San Giosèp a tòc

Testi di: G. Bernasconi; G. Bertozzi; A. Bietti; O. Morandi
In scena: Enzo Liberato Formisano e Roberto Maggi
Musica: Cornamuse della Compagnia delle Pive di Vobarno diretta da Claudio Porretti
Regia: Enzo Liberato Formisano

Natale, la festa che dischiude il mistero di Dio che si fa uomo, ha ispirato i poeti e scrittori bresciani Bertozzi, Bernasconi, Bietti e Morandi che hanno affrontato con passione e sentimento il tema, rivestendolo con la semplicità e l’immediatezza del dialetto. La memoria, il senso di appartenenza, sono la molla che spinge ogni uomo a ricercare tra le parole in dialetto le radici proprie e quelle della collettività di cui è parte integrante.

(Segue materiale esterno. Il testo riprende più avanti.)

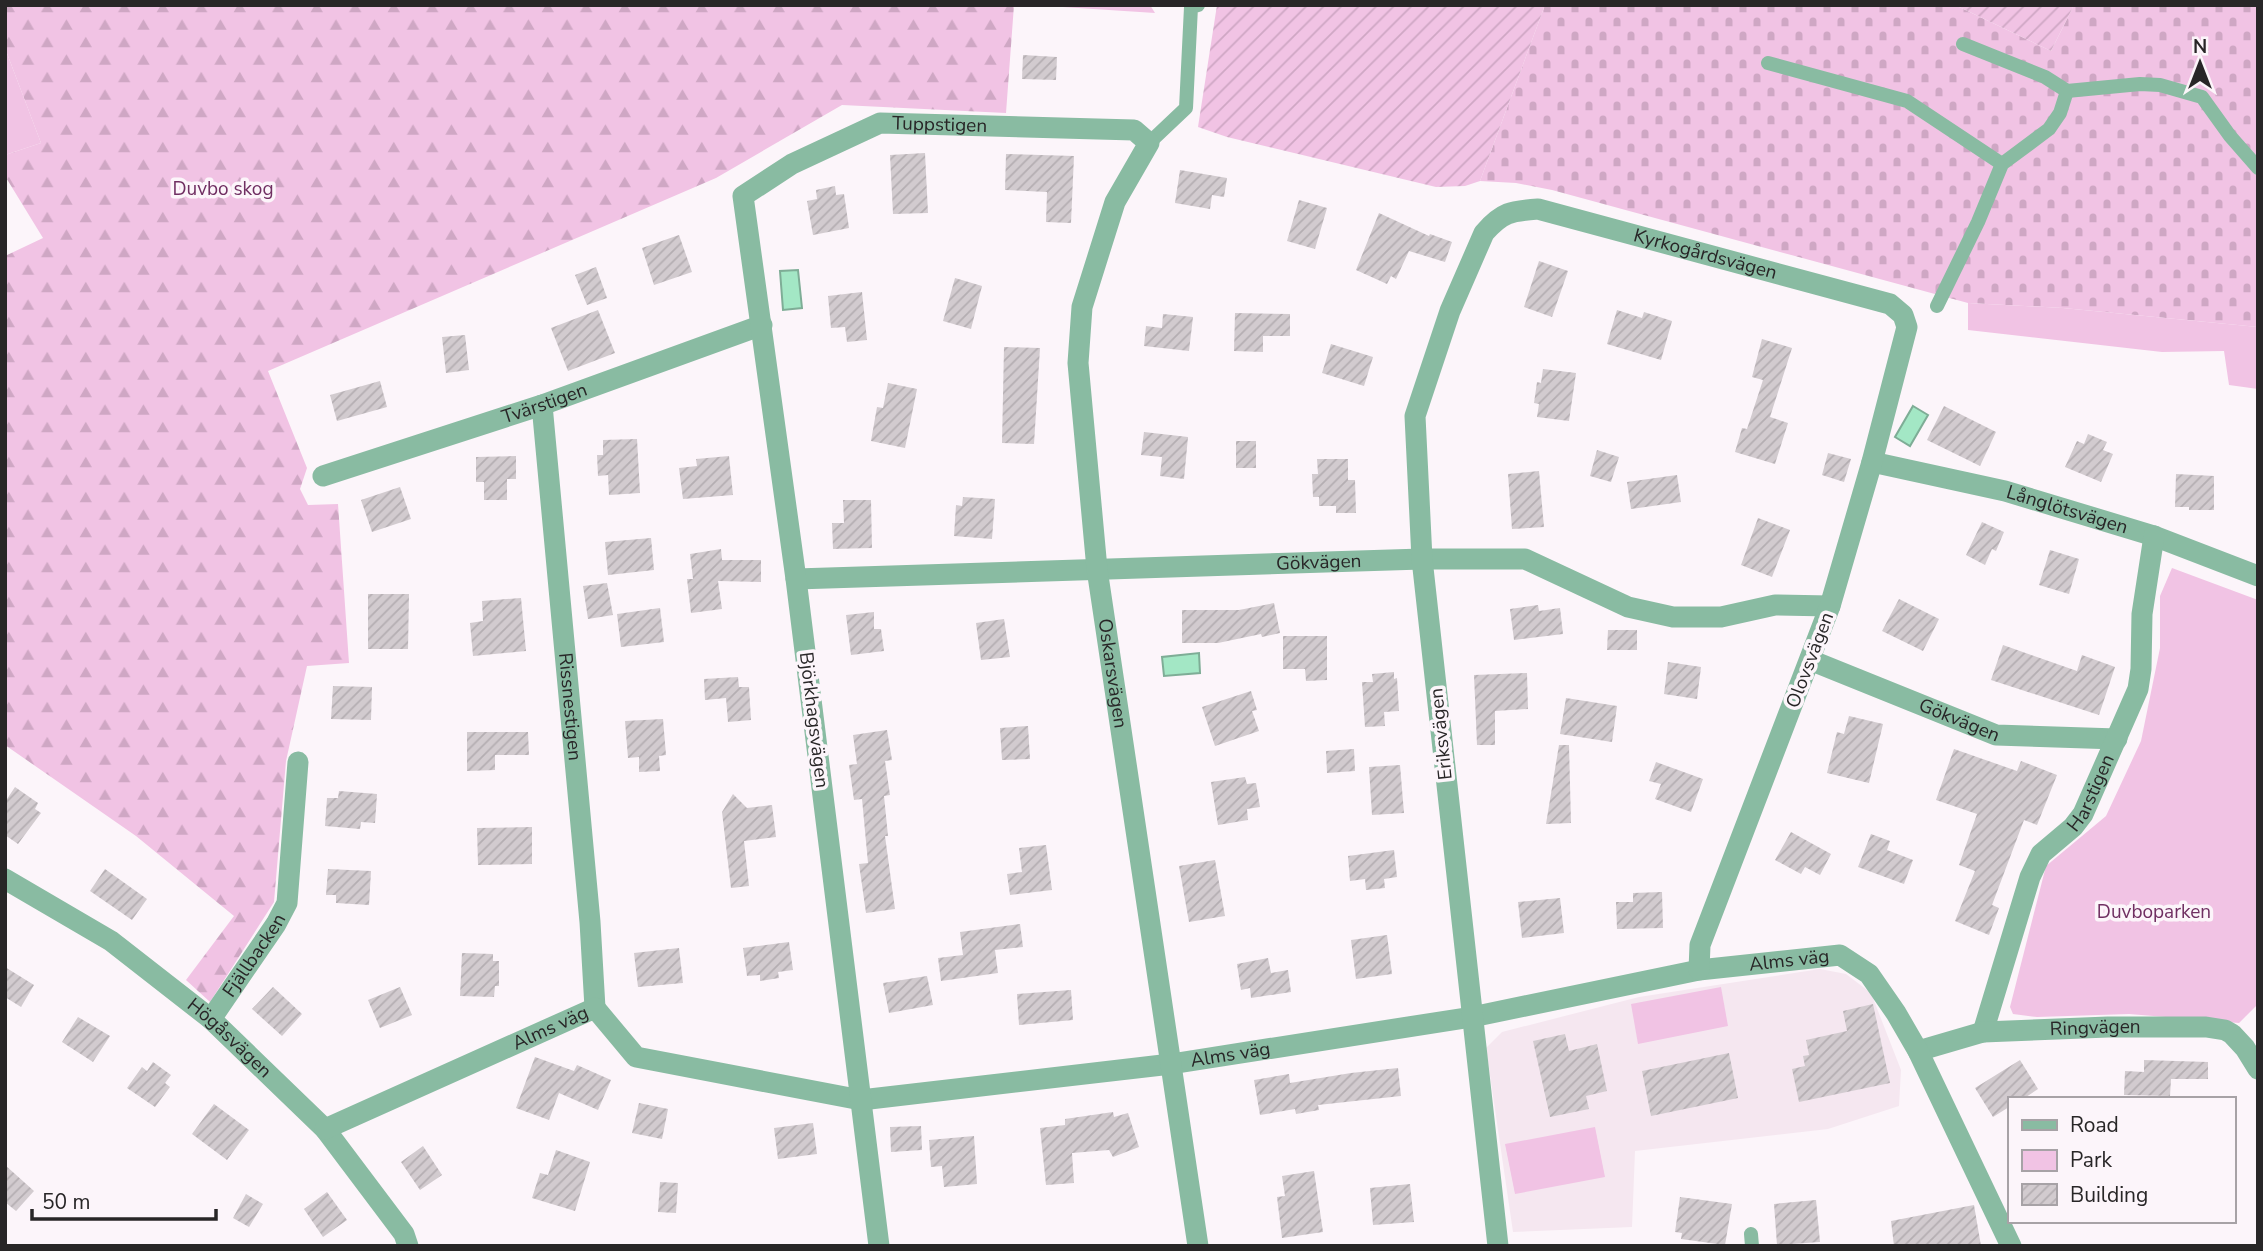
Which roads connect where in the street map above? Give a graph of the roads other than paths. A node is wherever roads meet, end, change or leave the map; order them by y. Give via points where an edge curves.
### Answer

Il suono della parola bresciana, pronunciata nell’intimità della Pieve, come in un gioco di specchi riceve e dona splendore, in uno spettacolo che è una sorta di ritorno alle origini, quando l’elemento religioso, rivestito di artee cultura, apparteneva alla quotidianità di ognuno e le grandi opere erano la diretta testimonianza dei valori vissuti.